== INSTRUCTIONS TO FOLLOW ==
Find the lines below holding the word "Teles" and copy each of them.

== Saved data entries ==
|---|

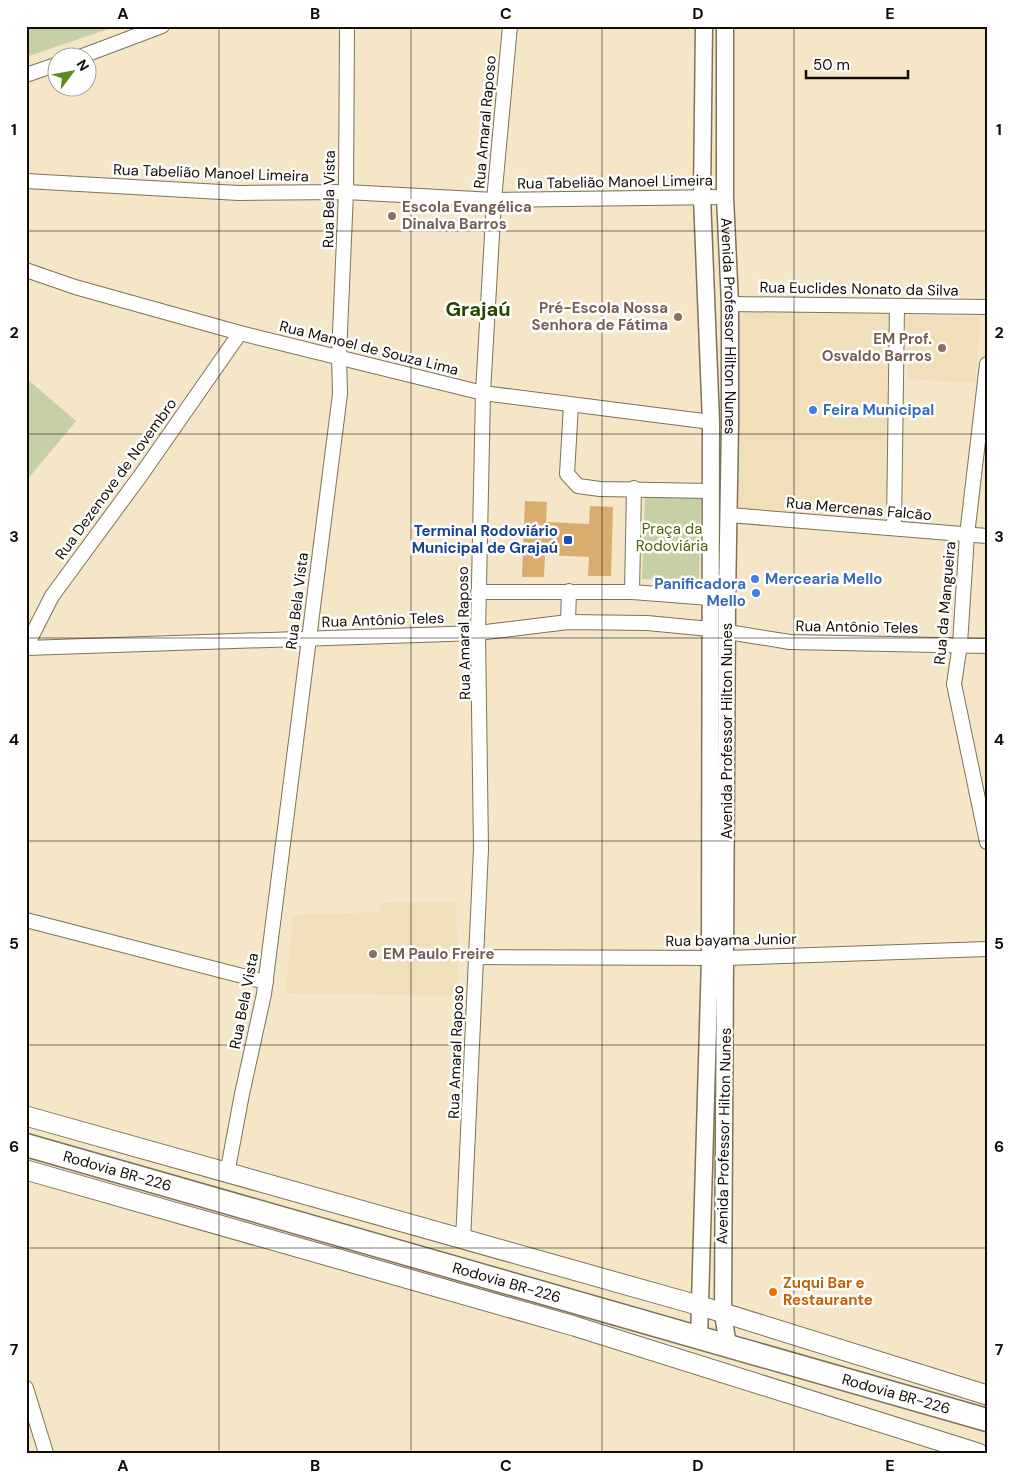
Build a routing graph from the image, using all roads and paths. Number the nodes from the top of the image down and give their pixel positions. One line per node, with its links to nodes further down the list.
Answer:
1 (162, 26): 6 (street)
2 (347, 26): 10 (street, Rua Bela Vista)
3 (510, 26): 13 (street, Rua Amaral Raposo)
4 (704, 26): 11 (street, Avenida Professor Hilton Nunes)
5 (725, 26): 12 (street, Avenida Professor Hilton Nunes)
6 (98, 50)
7 (48, 67): 8 (street)
8 (26, 75)
9 (26, 181): 10 (street, Rua Tabelião Manoel Limeira)
10 (346, 192): 13 (street, Rua Tabelião Manoel Limeira); 19 (street, Rua Bela Vista)
11 (702, 197): 12 (street, Rua Tabelião Manoel Limeira); 13 (street, Rua Tabelião Manoel Limeira); 23 (street, Avenida Professor Hilton Nunes)
12 (726, 197): 15 (street, Avenida Professor Hilton Nunes)
13 (494, 200): 21 (street, Rua Amaral Raposo)
14 (26, 270): 18 (street, Rua Manoel de Souza Lima)
15 (730, 304): 16 (street, Rua Euclides Nonato da Silva); 24 (street, Avenida Professor Hilton Nunes)
16 (897, 306): 17 (street, Rua Euclides Nonato da Silva); 29 (street)
17 (987, 308)
18 (240, 333): 19 (street, Rua Manoel de Souza Lima); 44 (street, Rua Dezenove de Novembro)
19 (339, 356): 21 (street, Rua Manoel de Souza Lima); 41 (street, Rua Bela Vista)
20 (987, 364): 30 (street, Rua da Mangueira)
21 (483, 393): 22 (street, Rua Manoel de Souza Lima); 33 (street, Rua Amaral Raposo)
22 (571, 404): 23 (street, Rua Manoel de Souza Lima); 25 (street)
23 (712, 422): 24 (street); 27 (street, Avenida Professor Hilton Nunes)
24 (730, 423): 26 (street, Avenida Professor Hilton Nunes)
25 (634, 488): 27 (street); 34 (street)
26 (730, 490): 27 (street); 28 (street, Avenida Professor Hilton Nunes)
27 (711, 491): 35 (street, Avenida Professor Hilton Nunes)
28 (729, 515): 29 (street, Rua Mercenas Falcão); 36 (street, Avenida Professor Hilton Nunes)
29 (894, 527): 30 (street, Rua Mercenas Falcão)
30 (967, 535): 31 (street, Rua Mercenas Falcão); 42 (street, Rua da Mangueira)
31 (987, 536)
32 (570, 591): 33 (street); 34 (street); 37 (street)
33 (478, 592): 40 (street, Rua Amaral Raposo)
34 (632, 592): 35 (street)
35 (710, 598): 36 (street); 38 (street, Avenida Professor Hilton Nunes)
36 (727, 600): 39 (street, Avenida Professor Hilton Nunes)
37 (568, 622): 38 (street, Rua Antônio Teles); 40 (street, Rua Antônio Teles)
38 (710, 629): 39 (street); 49 (street, Avenida Professor Hilton Nunes)
39 (728, 632): 42 (street, Rua Antônio Teles); 49 (street, Avenida Professor Hilton Nunes)
40 (478, 633): 41 (street, Rua Antônio Teles); 48 (street, Rua Amaral Raposo)
41 (308, 640): 44 (street, Rua Antônio Teles); 50 (street, Rua Bela Vista)
42 (960, 644): 43 (street, Rua Antônio Teles); 45 (street, Rua da Mangueira)
43 (987, 646)
44 (26, 648)
45 (987, 842)
46 (26, 920): 50 (street)
47 (987, 948): 49 (street, Rua bayama Junior)
48 (476, 957): 49 (street, Rua bayama Junior); 55 (street, Rua Amaral Raposo)
49 (718, 958): 56 (street, Avenida Professor Hilton Nunes); 57 (street, Avenida Professor Hilton Nunes)
50 (266, 982): 54 (street, Rua Bela Vista)
51 (26, 1116): 54 (main road)
52 (26, 1145): 58 (highway, Rodovia BR-226)
53 (26, 1170): 64 (main road)
54 (227, 1174): 55 (main road)
55 (463, 1241): 56 (main road)
56 (701, 1306): 57 (main road); 58 (street, Avenida Professor Hilton Nunes)
57 (722, 1314): 59 (street, Avenida Professor Hilton Nunes); 61 (main road)
58 (699, 1338): 59 (highway, Rodovia BR-226)
59 (728, 1346): 62 (highway, Rodovia BR-226)
60 (26, 1388): 63 (street)
61 (987, 1395)
62 (987, 1420)
63 (46, 1453)
64 (978, 1453)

|---|

== SOLUTION FOR THIS EXERCISE ==
37 (568, 622): 38 (street, Rua Antônio Teles); 40 (street, Rua Antônio Teles)
39 (728, 632): 42 (street, Rua Antônio Teles); 49 (street, Avenida Professor Hilton Nunes)
40 (478, 633): 41 (street, Rua Antônio Teles); 48 (street, Rua Amaral Raposo)
41 (308, 640): 44 (street, Rua Antônio Teles); 50 (street, Rua Bela Vista)
42 (960, 644): 43 (street, Rua Antônio Teles); 45 (street, Rua da Mangueira)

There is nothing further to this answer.